#### RAW DATA
------------
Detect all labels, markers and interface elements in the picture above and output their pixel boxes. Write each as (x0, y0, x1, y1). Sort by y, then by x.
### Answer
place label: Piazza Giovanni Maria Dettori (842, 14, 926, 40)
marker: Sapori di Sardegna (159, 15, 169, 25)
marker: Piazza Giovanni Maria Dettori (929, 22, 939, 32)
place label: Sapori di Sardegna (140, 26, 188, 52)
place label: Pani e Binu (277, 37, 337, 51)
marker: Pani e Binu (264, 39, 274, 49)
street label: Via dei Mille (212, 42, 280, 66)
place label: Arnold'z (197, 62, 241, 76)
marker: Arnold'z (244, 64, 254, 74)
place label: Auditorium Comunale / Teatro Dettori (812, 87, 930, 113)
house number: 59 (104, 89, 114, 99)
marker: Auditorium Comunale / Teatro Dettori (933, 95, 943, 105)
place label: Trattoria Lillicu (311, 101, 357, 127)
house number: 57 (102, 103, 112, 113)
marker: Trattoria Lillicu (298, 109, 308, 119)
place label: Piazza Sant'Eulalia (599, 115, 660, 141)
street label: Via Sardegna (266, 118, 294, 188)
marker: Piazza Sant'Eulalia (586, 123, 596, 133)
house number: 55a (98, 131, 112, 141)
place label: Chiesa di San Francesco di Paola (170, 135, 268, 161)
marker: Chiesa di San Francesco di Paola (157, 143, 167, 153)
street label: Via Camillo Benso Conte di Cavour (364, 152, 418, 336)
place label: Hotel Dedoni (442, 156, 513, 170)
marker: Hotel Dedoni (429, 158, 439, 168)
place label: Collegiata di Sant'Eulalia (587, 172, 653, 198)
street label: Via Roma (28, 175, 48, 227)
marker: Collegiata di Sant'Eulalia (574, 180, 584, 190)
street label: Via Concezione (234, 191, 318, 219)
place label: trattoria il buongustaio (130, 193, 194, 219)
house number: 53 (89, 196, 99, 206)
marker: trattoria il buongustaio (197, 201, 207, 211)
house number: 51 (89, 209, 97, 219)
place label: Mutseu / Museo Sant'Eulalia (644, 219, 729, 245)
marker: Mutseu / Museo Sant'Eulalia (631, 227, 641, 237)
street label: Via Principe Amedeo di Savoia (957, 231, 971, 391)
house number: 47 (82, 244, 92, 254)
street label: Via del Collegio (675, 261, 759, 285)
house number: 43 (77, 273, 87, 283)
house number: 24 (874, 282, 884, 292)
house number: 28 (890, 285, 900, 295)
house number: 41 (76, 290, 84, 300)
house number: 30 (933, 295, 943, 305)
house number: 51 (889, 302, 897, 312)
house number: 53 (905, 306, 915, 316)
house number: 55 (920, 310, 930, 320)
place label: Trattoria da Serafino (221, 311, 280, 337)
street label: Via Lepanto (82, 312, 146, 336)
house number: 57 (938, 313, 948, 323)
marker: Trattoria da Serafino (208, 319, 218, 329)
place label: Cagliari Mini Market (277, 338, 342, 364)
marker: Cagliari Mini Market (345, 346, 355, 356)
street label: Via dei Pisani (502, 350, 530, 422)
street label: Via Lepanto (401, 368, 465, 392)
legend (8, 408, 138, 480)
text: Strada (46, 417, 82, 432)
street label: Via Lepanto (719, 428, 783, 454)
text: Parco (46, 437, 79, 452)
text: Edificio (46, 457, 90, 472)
------------
#### TASK GOAL
Take the entries above and copy them out exactly.

#### THE ANSWER
Detect all labels, markers and interface elements in the picture above and output their pixel boxes. Write each as (x0, y0, x1, y1). Sort by y, then by x.
### Answer
place label: Piazza Giovanni Maria Dettori (842, 14, 926, 40)
marker: Sapori di Sardegna (159, 15, 169, 25)
marker: Piazza Giovanni Maria Dettori (929, 22, 939, 32)
place label: Sapori di Sardegna (140, 26, 188, 52)
place label: Pani e Binu (277, 37, 337, 51)
marker: Pani e Binu (264, 39, 274, 49)
street label: Via dei Mille (212, 42, 280, 66)
place label: Arnold'z (197, 62, 241, 76)
marker: Arnold'z (244, 64, 254, 74)
place label: Auditorium Comunale / Teatro Dettori (812, 87, 930, 113)
house number: 59 (104, 89, 114, 99)
marker: Auditorium Comunale / Teatro Dettori (933, 95, 943, 105)
place label: Trattoria Lillicu (311, 101, 357, 127)
house number: 57 (102, 103, 112, 113)
marker: Trattoria Lillicu (298, 109, 308, 119)
place label: Piazza Sant'Eulalia (599, 115, 660, 141)
street label: Via Sardegna (266, 118, 294, 188)
marker: Piazza Sant'Eulalia (586, 123, 596, 133)
house number: 55a (98, 131, 112, 141)
place label: Chiesa di San Francesco di Paola (170, 135, 268, 161)
marker: Chiesa di San Francesco di Paola (157, 143, 167, 153)
street label: Via Camillo Benso Conte di Cavour (364, 152, 418, 336)
place label: Hotel Dedoni (442, 156, 513, 170)
marker: Hotel Dedoni (429, 158, 439, 168)
place label: Collegiata di Sant'Eulalia (587, 172, 653, 198)
street label: Via Roma (28, 175, 48, 227)
marker: Collegiata di Sant'Eulalia (574, 180, 584, 190)
street label: Via Concezione (234, 191, 318, 219)
place label: trattoria il buongustaio (130, 193, 194, 219)
house number: 53 (89, 196, 99, 206)
marker: trattoria il buongustaio (197, 201, 207, 211)
house number: 51 (89, 209, 97, 219)
place label: Mutseu / Museo Sant'Eulalia (644, 219, 729, 245)
marker: Mutseu / Museo Sant'Eulalia (631, 227, 641, 237)
street label: Via Principe Amedeo di Savoia (957, 231, 971, 391)
house number: 47 (82, 244, 92, 254)
street label: Via del Collegio (675, 261, 759, 285)
house number: 43 (77, 273, 87, 283)
house number: 24 (874, 282, 884, 292)
house number: 28 (890, 285, 900, 295)
house number: 41 (76, 290, 84, 300)
house number: 30 (933, 295, 943, 305)
house number: 51 (889, 302, 897, 312)
house number: 53 (905, 306, 915, 316)
house number: 55 (920, 310, 930, 320)
place label: Trattoria da Serafino (221, 311, 280, 337)
street label: Via Lepanto (82, 312, 146, 336)
house number: 57 (938, 313, 948, 323)
marker: Trattoria da Serafino (208, 319, 218, 329)
place label: Cagliari Mini Market (277, 338, 342, 364)
marker: Cagliari Mini Market (345, 346, 355, 356)
street label: Via dei Pisani (502, 350, 530, 422)
street label: Via Lepanto (401, 368, 465, 392)
legend (8, 408, 138, 480)
text: Strada (46, 417, 82, 432)
street label: Via Lepanto (719, 428, 783, 454)
text: Parco (46, 437, 79, 452)
text: Edificio (46, 457, 90, 472)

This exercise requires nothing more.